Consider this. A child in the toy aisle. He sees a toy, runs over to it. But then out of the corner of his eye, he sees a different toy, so he goes to that one. Over and over, jumping from toy to toy. That's what it is. It's us being presented with an endless toy aisle. And we don't need to walk to the next toy, that's too much work. All we have to do is move our thumb. Or even just sit there and let autoplay take you.

Our minds are rotten, our attention spans drained. Why? Because we're presented with too much choice. Too many options. So what do we do? We reject these choices. This isn't some RETVRN nonsense. This is practical advice. Maybe there's a reason why so many people back then had better attention spans, because they didn't have everything available at an instant. They needed patience, they needed to wait. Their attention necessarily must be held. So what do we do? Try and emulate that. Remove all these excess choices. Turn off your YouTube watch history and recommendations, or entirely delete YouTube. Your social medias -- FaceBook, InstaGram, Twitter -- can all go. They're the same thing. Attention sinks from nothing corporations trying to sell you slop. Messaging apps like WhatsApp, SnapChat (Why are they always two words in one?) can stay, as long as you actually know the people you're messaging and don't doomscroll. But even then, just use texting where you can. Hell, a phone call is better. And what else? Well, what will you do for entertainment? Read, write, draw, listen to music -- CD or other physical, not overchoice -- and things like that.

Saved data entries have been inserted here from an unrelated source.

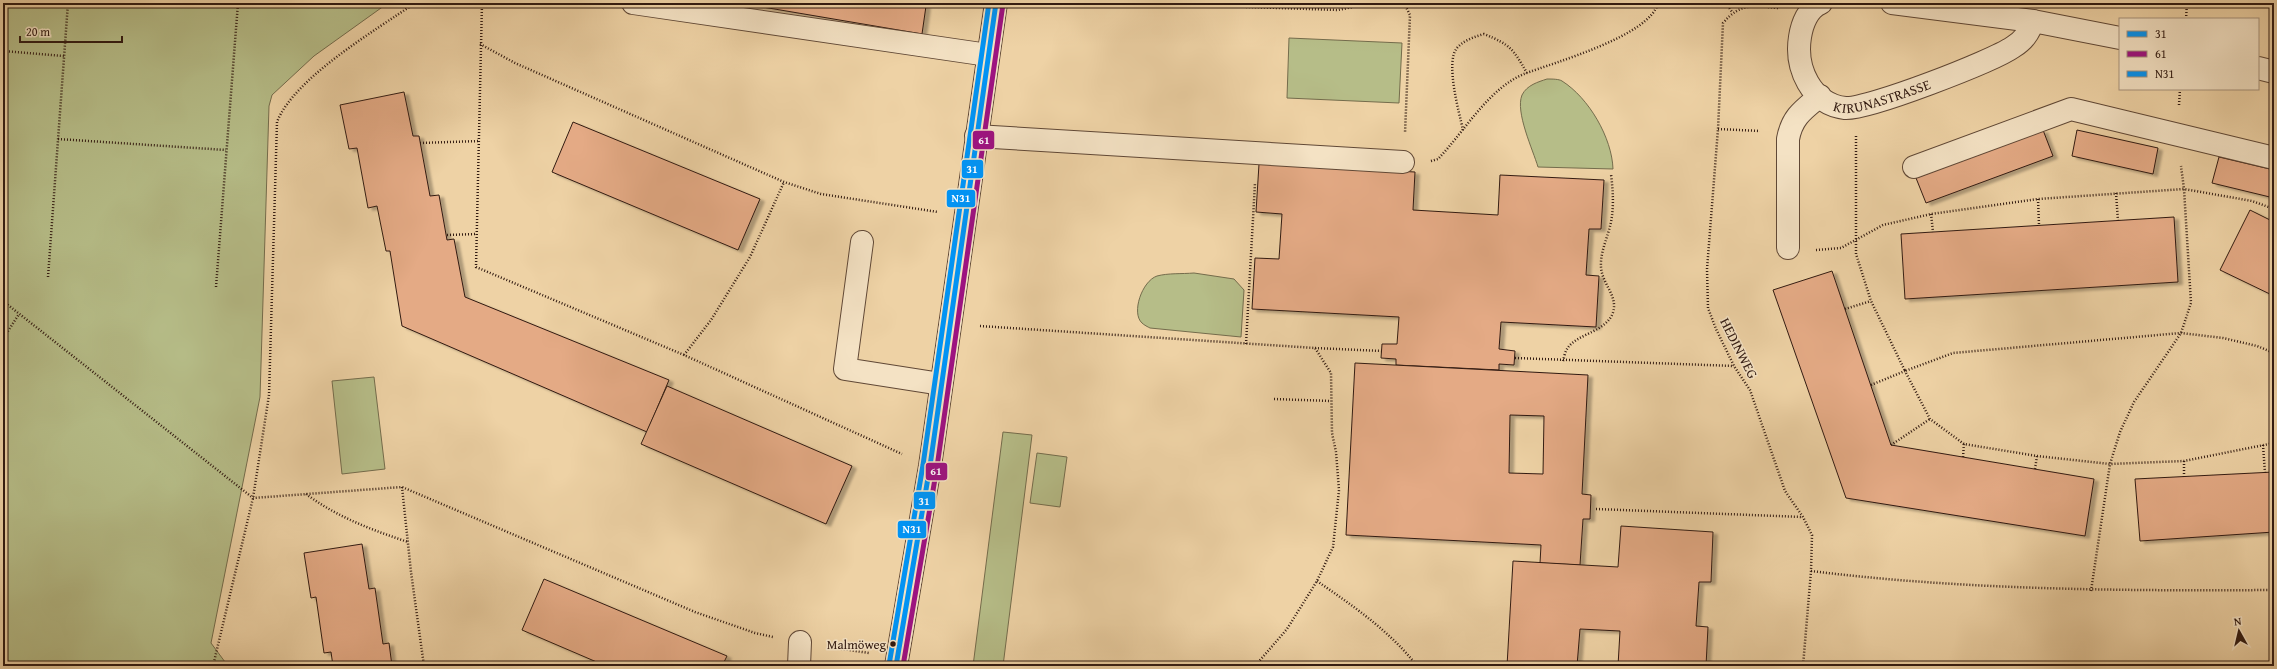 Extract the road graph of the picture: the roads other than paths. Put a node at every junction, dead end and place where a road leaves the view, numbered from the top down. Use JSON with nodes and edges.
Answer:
{"nodes":[{"id":1,"x":633,"y":3,"type":"edge"},
{"id":2,"x":996,"y":3,"type":"edge"},
{"id":3,"x":1892,"y":3,"type":"edge"},
{"id":4,"x":1815,"y":7,"type":"edge"},
{"id":5,"x":2033,"y":22,"type":"junction"},
{"id":6,"x":2119,"y":38,"type":"edge"},
{"id":7,"x":988,"y":55,"type":"junction"},
{"id":8,"x":2259,"y":68,"type":"edge"},
{"id":9,"x":2274,"y":72,"type":"edge"},
{"id":10,"x":1820,"y":96,"type":"junction"},
{"id":11,"x":976,"y":136,"type":"junction"},
{"id":12,"x":2274,"y":158,"type":"edge"},
{"id":13,"x":1403,"y":162,"type":"road end"},
{"id":14,"x":1914,"y":167,"type":"dead end"},
{"id":15,"x":862,"y":242,"type":"dead end"},
{"id":16,"x":1788,"y":248,"type":"road end"},
{"id":17,"x":941,"y":384,"type":"junction"},
{"id":18,"x":800,"y":642,"type":"road end"},
{"id":19,"x":897,"y":662,"type":"edge"},
{"id":20,"x":799,"y":666,"type":"edge"}],
"edges":[{"from":1,"to":7,"type":"street"},
{"from":2,"to":7,"type":"street"},
{"from":3,"to":5,"type":"street"},
{"from":4,"to":10,"type":"street","name":"KIRUNASTRASSE"},
{"from":5,"to":6,"type":"street"},
{"from":5,"to":10,"type":"street","name":"KIRUNASTRASSE"},
{"from":7,"to":11,"type":"street"},
{"from":8,"to":9,"type":"street"},
{"from":10,"to":16,"type":"street"},
{"from":11,"to":13,"type":"street"},
{"from":11,"to":17,"type":"street"},
{"from":12,"to":14,"type":"street"},
{"from":15,"to":17,"type":"street"},
{"from":17,"to":19,"type":"street"},
{"from":18,"to":20,"type":"street"}]}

Genuine activities, not just sitting in front of this lightbox pretending there's actually a person there talking. We talk about how smart we are but we believe that a bunch of dots of light is really a person. That these electronic buzzes are words and speech. It's not.

How do you regain your attention? By not letting it get divided among ten million sources. The average person sees thousands of ads every day. Sure, a lot are in-person -- billboards, sides of buses, and so on -- but a LOT of them are online. Between every video, between pages on social media, and so on. Even the sponsored Google search results. Regain your attention span by not letting it get divded. By making sure that it stays intact, stays focused. But it's tricky. Takes months to rewire your brain, I've heard. But what choice do you have? Keep living like an impulse-driven inattentive zombie till you croak? Not a chance.